When half-way through the year, you should aim to have achieved over 50% of your target. If there are problems and the growth is less, then a management team can adjust accordingly. Likewise, incentives can be directly related to half-yearly growth figures.
Finally, Annual sales growth metrics are used to get a bigger picture on the growth of the company. You can use these big picture growth charts to explore whether the company is staying on track with its larger objectives and strategies.
You can also make your comparisons more specific, rather than just your sales as a whole. For instance, you could look at the sales of a particular store or product. If you have limited customers you could make growth comparisons based on the activity of that customer. Also, you could make comparisons with your competitors to have a clearer picture of the direction of your company in contrast to others in a similar field.

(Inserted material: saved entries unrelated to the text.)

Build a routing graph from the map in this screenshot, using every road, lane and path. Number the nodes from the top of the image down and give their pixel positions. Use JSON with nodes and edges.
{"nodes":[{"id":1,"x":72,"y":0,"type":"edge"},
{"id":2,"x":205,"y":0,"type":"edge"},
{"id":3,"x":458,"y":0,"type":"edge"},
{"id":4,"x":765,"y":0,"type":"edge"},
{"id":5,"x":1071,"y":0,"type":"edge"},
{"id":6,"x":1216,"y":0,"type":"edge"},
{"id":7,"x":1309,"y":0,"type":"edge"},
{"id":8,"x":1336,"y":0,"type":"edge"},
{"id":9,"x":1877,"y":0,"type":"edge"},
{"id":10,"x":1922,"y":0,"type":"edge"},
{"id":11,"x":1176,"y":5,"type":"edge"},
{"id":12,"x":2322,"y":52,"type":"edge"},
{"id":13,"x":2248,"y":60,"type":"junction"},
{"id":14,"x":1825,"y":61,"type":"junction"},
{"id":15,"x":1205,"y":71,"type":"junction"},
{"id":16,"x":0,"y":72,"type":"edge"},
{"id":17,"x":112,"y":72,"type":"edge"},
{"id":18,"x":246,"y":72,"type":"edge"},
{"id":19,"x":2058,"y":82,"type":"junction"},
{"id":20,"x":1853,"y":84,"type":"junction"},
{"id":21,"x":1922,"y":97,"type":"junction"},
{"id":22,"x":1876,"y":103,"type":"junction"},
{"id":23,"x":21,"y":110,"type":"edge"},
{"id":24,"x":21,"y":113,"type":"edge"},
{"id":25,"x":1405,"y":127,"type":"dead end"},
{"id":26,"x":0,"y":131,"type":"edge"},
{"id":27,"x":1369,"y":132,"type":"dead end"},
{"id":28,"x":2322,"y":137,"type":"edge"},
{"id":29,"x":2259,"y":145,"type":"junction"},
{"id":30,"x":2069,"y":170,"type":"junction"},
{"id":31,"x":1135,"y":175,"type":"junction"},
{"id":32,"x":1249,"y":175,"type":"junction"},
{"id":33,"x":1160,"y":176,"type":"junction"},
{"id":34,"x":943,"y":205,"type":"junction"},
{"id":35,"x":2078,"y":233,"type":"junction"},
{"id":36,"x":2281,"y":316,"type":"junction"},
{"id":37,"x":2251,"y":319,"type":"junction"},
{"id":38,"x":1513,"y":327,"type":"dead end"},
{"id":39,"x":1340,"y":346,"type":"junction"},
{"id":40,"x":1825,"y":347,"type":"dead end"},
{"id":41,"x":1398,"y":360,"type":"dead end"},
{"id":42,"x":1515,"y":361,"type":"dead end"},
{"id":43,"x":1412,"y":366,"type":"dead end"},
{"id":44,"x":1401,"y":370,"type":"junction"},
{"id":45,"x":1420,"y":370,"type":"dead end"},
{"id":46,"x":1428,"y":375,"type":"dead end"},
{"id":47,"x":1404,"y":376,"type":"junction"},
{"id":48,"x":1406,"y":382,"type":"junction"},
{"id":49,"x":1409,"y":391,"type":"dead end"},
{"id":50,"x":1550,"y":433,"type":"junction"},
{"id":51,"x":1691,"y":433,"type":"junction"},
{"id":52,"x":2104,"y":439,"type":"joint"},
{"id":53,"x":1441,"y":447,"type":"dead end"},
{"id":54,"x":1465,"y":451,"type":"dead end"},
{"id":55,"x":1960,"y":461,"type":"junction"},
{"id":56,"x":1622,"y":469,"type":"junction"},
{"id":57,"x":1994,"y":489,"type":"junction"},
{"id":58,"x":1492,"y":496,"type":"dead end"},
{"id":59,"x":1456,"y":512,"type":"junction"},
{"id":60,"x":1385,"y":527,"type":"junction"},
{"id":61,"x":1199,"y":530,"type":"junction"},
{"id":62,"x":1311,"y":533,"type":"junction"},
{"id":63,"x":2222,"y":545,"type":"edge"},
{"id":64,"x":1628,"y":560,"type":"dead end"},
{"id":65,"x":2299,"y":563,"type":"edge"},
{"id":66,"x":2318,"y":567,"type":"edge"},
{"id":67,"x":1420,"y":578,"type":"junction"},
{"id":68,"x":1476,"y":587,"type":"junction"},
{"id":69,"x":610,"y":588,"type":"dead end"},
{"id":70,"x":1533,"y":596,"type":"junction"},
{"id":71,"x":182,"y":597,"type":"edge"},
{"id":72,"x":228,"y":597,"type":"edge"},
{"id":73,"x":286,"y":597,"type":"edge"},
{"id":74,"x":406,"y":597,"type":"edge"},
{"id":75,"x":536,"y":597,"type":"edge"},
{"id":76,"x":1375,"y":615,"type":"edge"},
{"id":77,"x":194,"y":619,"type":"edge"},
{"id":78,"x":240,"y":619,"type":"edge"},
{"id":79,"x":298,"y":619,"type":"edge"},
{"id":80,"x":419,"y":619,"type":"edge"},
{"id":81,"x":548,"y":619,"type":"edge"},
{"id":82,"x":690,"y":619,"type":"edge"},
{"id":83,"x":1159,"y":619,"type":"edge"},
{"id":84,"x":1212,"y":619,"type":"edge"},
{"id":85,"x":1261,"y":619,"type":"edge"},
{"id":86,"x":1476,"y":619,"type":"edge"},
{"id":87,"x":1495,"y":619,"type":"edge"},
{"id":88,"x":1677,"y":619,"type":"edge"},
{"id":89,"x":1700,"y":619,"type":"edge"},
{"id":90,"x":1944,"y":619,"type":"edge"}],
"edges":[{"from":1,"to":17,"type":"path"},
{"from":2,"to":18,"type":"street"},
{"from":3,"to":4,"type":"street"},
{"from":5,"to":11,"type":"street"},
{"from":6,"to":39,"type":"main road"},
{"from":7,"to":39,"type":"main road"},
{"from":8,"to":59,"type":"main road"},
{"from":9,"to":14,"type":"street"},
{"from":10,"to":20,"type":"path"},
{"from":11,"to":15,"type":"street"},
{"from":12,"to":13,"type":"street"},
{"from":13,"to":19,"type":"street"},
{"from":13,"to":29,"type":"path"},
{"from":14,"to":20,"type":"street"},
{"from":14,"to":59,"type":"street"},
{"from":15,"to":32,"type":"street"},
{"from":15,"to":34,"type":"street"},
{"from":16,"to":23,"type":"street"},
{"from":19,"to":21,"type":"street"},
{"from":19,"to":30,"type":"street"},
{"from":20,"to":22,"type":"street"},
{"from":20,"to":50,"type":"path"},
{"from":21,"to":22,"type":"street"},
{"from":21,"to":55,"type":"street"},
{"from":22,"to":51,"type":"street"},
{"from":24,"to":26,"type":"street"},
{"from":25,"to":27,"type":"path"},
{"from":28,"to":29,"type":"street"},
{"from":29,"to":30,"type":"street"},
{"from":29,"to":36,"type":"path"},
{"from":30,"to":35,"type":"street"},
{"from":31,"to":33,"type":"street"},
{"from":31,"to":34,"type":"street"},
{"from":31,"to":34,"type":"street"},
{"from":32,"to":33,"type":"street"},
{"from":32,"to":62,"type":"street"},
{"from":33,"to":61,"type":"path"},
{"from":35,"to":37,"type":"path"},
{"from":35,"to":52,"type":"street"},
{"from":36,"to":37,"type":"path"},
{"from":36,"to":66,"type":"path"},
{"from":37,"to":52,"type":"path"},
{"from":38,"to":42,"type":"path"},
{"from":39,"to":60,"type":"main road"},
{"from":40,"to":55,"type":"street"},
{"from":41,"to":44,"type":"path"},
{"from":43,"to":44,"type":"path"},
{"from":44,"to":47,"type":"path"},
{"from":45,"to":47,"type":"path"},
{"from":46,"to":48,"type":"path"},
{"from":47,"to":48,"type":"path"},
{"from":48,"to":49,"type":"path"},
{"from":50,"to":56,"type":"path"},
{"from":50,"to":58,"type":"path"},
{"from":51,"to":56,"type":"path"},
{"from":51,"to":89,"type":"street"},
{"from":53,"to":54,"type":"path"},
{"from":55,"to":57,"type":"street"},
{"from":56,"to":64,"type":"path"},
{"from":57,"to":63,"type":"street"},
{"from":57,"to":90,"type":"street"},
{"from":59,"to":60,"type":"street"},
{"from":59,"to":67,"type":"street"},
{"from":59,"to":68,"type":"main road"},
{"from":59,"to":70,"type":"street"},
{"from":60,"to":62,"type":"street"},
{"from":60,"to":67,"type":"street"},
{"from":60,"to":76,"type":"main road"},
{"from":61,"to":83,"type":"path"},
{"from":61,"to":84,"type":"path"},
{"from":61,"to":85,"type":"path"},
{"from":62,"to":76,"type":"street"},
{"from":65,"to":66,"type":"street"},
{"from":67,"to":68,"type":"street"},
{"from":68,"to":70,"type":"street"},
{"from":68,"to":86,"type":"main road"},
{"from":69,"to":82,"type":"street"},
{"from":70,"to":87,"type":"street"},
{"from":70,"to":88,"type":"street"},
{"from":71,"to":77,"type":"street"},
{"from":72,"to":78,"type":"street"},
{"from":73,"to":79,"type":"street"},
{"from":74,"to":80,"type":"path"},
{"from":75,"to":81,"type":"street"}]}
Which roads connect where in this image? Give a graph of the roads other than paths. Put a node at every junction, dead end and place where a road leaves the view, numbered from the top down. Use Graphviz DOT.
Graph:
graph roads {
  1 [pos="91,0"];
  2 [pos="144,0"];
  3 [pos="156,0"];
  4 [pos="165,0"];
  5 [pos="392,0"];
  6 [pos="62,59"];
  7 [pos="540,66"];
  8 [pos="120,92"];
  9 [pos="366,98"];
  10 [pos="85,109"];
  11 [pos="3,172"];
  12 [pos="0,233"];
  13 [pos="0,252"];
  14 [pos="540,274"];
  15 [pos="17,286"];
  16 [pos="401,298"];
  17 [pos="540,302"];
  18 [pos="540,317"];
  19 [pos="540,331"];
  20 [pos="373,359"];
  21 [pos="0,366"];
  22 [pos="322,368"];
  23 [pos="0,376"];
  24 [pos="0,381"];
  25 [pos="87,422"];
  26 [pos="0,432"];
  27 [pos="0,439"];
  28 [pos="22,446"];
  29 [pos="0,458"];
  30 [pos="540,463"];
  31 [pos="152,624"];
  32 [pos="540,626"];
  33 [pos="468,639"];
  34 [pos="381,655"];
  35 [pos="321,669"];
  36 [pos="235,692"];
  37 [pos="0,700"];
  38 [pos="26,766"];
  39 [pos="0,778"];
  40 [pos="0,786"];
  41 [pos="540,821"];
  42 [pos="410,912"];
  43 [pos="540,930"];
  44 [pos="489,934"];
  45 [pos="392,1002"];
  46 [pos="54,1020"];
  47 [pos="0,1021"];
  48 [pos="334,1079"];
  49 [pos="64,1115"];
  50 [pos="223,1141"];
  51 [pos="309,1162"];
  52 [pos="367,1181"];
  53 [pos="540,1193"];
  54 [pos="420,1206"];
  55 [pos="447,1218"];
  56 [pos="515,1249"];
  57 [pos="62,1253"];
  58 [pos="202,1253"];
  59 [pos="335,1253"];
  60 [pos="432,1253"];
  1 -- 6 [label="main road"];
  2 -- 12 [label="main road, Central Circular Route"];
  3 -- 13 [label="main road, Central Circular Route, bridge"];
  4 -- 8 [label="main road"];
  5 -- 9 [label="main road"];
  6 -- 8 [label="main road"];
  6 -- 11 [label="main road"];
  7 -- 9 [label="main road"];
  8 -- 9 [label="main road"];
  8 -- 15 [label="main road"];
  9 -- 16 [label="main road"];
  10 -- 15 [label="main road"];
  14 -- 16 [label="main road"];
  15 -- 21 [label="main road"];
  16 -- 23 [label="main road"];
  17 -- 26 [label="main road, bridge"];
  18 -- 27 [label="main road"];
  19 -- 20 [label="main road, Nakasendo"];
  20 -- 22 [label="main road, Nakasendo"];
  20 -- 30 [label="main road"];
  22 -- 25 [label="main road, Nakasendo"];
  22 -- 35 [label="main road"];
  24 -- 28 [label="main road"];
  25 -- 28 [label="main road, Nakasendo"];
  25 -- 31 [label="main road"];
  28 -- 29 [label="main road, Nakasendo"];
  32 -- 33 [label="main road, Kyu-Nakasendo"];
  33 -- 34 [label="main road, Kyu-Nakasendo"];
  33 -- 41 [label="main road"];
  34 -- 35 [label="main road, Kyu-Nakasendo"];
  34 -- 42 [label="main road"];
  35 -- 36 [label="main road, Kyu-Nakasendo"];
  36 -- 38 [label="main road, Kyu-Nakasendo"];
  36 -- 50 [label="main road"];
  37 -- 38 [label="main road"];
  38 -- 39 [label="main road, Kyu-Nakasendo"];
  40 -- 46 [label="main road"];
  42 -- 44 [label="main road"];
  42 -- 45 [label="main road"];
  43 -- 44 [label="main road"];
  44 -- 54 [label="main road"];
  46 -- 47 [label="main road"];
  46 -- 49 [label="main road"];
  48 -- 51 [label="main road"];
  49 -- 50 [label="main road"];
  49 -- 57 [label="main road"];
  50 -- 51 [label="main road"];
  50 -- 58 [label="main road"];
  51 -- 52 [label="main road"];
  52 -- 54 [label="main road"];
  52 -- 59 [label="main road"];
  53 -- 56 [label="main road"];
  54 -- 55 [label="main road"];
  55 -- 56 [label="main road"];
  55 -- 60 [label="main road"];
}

What is a good sales growth percentage
The key thing to remember when you’re asking what percentage is ideal is that it differs for everyone! There is no rule that everybody in business follows about growth rates, you have to find the balance between what your business is capable of and what it aspires to achieve. Companies usually grow in the line with the economies of their respective countries, around 2-3%. Larger companies usually aim for between 5-10%. Smaller companies will go for something over 10% Anything much higher than that (20%+) is particularly exceptional, however a smaller company in its first years should certainly aim for this.
Another thing to bear in mind when comparing your rates of growth against another company’s is that growth is relative. A lot depends on a company’s consistency over time. Look at the bigger picture stretching various fiscal periods, to get a more balanced view.
Strategies to increase sales growth
Product and services: The first place to look is at the product or service quality you’re providing. Is it the best it can be? Is there demand? If not, consider a new product or begin researching different markets where demand may be higher.
Sales team: Is the problem among your personnel? Can you help provide extra resources or introduce incentives? Ensure a high level of communication with your Sales department to figure out the root of problems.
Visibility: Have a look at your social media accounts and your SEO. Are they showing a high level of user interaction? Are you regularly producing content for those and for your blog? Do enough people know about your brand?
Customers: What steps are you taking to retain customers? Could you introduce a small rewards programme? Do you have a regular newsletter with discounts or ‘insider’ information? What ways can you improve the customer experience and thus retention?
Automation: How can automation improve your lead conversion and generation rate? Although, be careful. Use metrics to ensure that it’s the right time to introduce automation.
Chatbots: An essential part of any modern business, utilising chatbots will improve your prospect generation rate and customer service. If your business is primarily in-store, think about ways chatbots can help you here!
Improve the customer experience!
Remember that sales is not the only growth metric to rely upon. In order to get a bigger picture on the successes and pitfalls of your business, research and perform tests based on revenues growth, earning per share (EPS) growth, return on equity (ROE) and sustainable growth rate. Rates of growth are proven to occur when a company invests in chatbots. When you introduce and integrate a chatbot to your customer experience sales generation is considerably improved.